Higher revenue generation was an important profit driver for Meta in Q3, but tight cost controls were very important as well. Meta Platforms’ costs and expenses totaled $20.4 billion during the quarter — while that undoubtedly is a large sum in absolute terms, it actually was 7% less than what Meta spent one year earlier. Being able to grow revenues by more than 20% while lowering costs by close to 10% is a great feat, and shows that Meta’s management is doing a good job in positioning the company for improved profitability. When we consider that inflation remains high, the 7% cost reduction is even more impressive. That was made possible via a combination of reducing the headcount, using office buildings more efficiently, and reducing unnecessary spending on non-core products that do not generate a lot of value for the company.
I hope management sticks with this strategy going forward, as this is highly beneficial for shareholders due to the high profits and cash flows that can be generated when Meta is focused on creating shareholder value — which arguably had not been the case one year ago when overspending and over-hiring resulted in a profit slump.
There are many other things to like on top of the strong business growth rate and the tight cost controls, such as the balance sheet strength: Meta ended the third quarter with a cash position of $61 billion, or around 8% of the company’s market capitalization, which is a pretty strong number.
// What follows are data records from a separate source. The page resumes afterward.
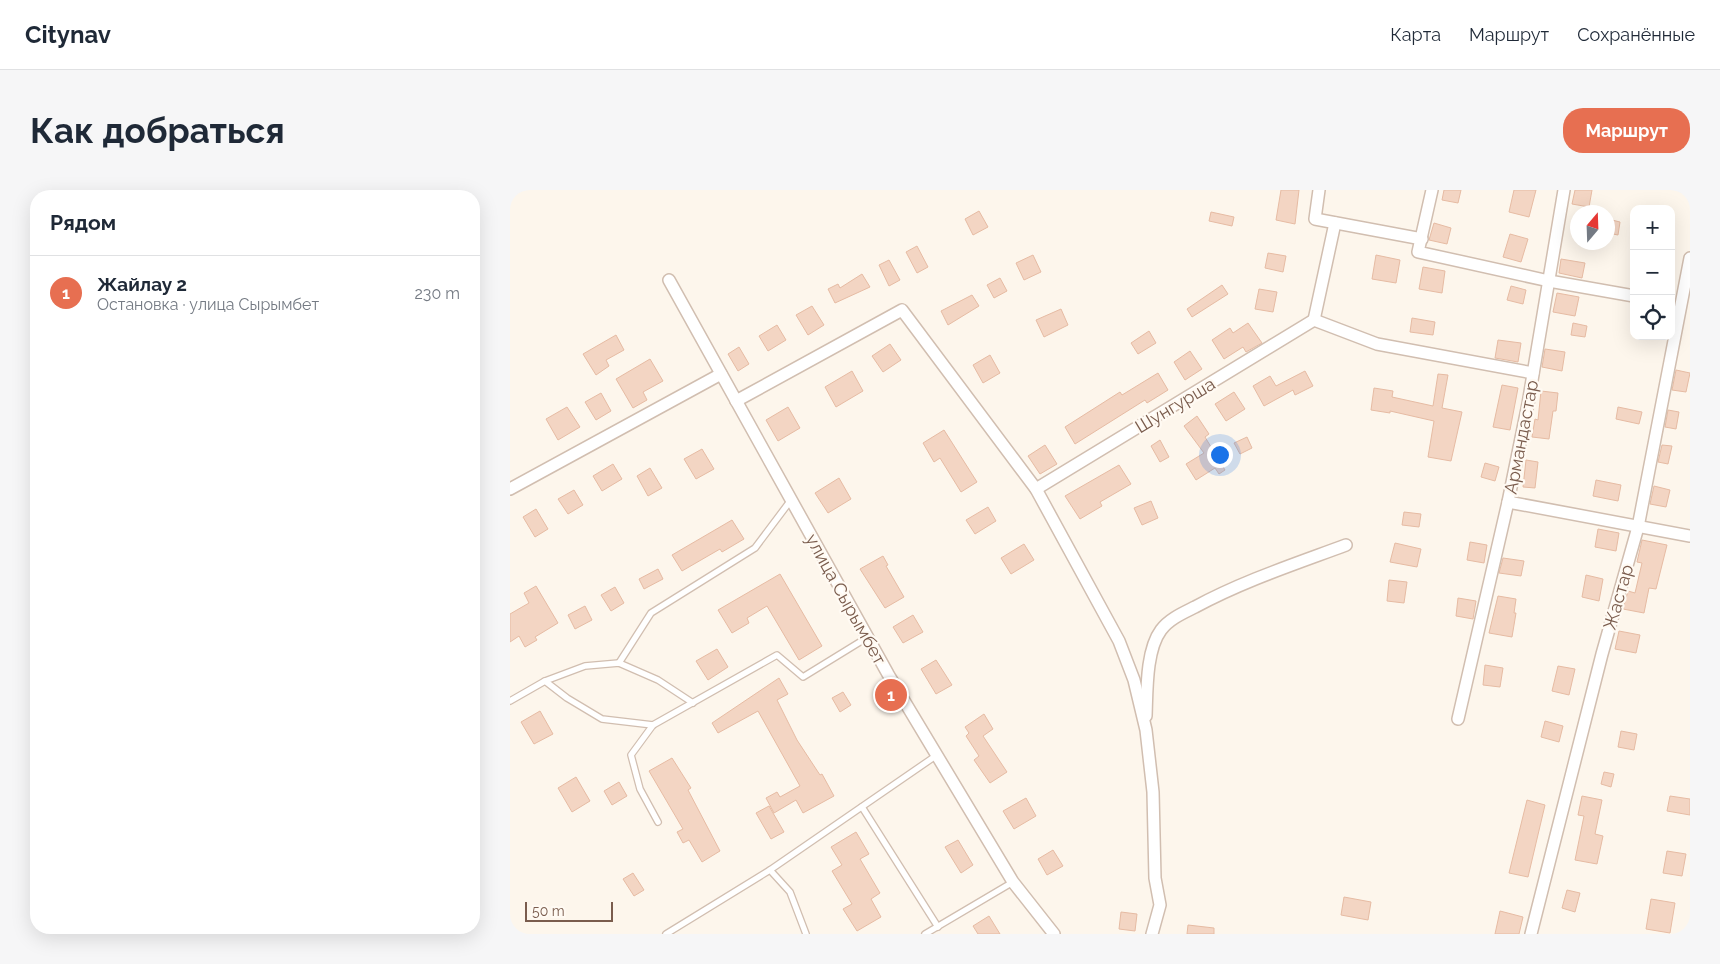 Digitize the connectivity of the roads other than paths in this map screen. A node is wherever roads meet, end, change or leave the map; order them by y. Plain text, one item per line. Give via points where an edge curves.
1 (1319, 190) edge
2 (1432, 190) edge
3 (1564, 190) edge
4 (1335, 223) junction
5 (1422, 239) junction
6 (1690, 258) edge
7 (668, 280) dead end
8 (1549, 281) junction
9 (1630, 295) edge
10 (1681, 305) edge
11 (1314, 320) junction
12 (1533, 373) junction
13 (721, 374) junction
14 (736, 401) junction
15 (510, 488) edge
16 (1036, 490) junction
17 (791, 500) junction
18 (1508, 502) junction
19 (1638, 527) junction
20 (1690, 536) edge
21 (1346, 544) dead end
22 (868, 637) junction
23 (619, 663) junction
24 (545, 681) junction
25 (510, 701) edge
26 (693, 703) junction
27 (1458, 719) dead end
28 (653, 725) junction
29 (1146, 730) junction
30 (937, 755) junction
31 (862, 807) junction
32 (658, 822) dead end
33 (770, 870) junction
34 (1014, 882) junction
35 (938, 927) junction
36 (666, 934) edge
37 (806, 934) edge
38 (925, 934) edge
39 (1054, 934) edge
40 (1152, 934) edge
41 (1531, 934) edge

1 - 4 street via 1315,219
2 - 5 street
3 - 8 street, Армандастар
4 - 5 street
4 - 11 street
5 - 8 street via 1418,252
6 - 10 street, Жастар
7 - 13 street, улица Сырымбет
8 - 9 street
8 - 12 street, Армандастар
10 - 19 street, Жастар
11 - 12 street via 1377,344
11 - 16 street, Шунгурша
12 - 18 street, Армандастар
13 - 14 street, улица Сырымбет
13 - 15 street
14 - 16 street via 902,310
14 - 17 street, улица Сырымбет
16 - 29 street via 1119,641 1134,680
17 - 22 street, улица Сырымбет
17 - 23 lane via 755,548 651,613
18 - 19 street, Армандастар
18 - 27 street
19 - 20 street, Армандастар
19 - 41 street, Жастар via 1602,654
21 - 29 street via 1227,590 1171,620 1160,631 1154,647 1148,676
22 - 26 lane via 803,677 777,655
22 - 30 street, улица Сырымбет
23 - 24 lane via 585,666
23 - 26 lane via 658,680
24 - 25 lane
24 - 28 lane via 602,719
26 - 28 lane
28 - 32 lane via 631,754 640,790
29 - 40 street via 1153,792 1155,878 1160,906
30 - 31 lane
30 - 34 street, улица Сырымбет
31 - 33 lane
31 - 35 lane
33 - 36 lane
33 - 37 lane via 790,892
34 - 35 lane
34 - 39 street, улица Сырымбет
35 - 38 lane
Add hefty free cash generation of $14 billion during the third quarter alone (more than $50 billion annualized), and Meta is well-positioned to spend cash for shareholder returns while opportunistic acquisitions are an option as well. Buybacks totaled $4 billion during the third quarter, which is well below what would have been possible thanks to Meta’s strong free cash flows, but I can understand that buying back shares following the steep run-up in META’s share price is not as attractive as buying back shares when they were much cheaper earlier this year.
It will be interesting to see what Meta will do with its rising cash hoard going forward — amping up buybacks is possible, but management may shy away from that due to the steep share price increase in 2023.
Is Meta Stock A Buy?
Meta has a strong market position, being the dominant social media company around the world. Meta has compelling fundamentals with nice margins and returns on capital and a very strong balance sheet. During the third quarter, Meta destroyed estimates, showing strong revenue growth and even better profit growth. Does that mean Meta is a buy today? I doubt that investors who buy here will do badly, but following a run-up of several hundred percentage points, Meta Platforms, Inc. also is not as much of a value play as it was earlier this year.
I thus am a very happy shareholder following these results, but with META jumping to an even higher share price following the release of these results, I will likely not add to my position in the very near term. Waiting for a better buying opportunity for this very strong company could pay off — depending on what the broad market will do over the coming months, we may get one.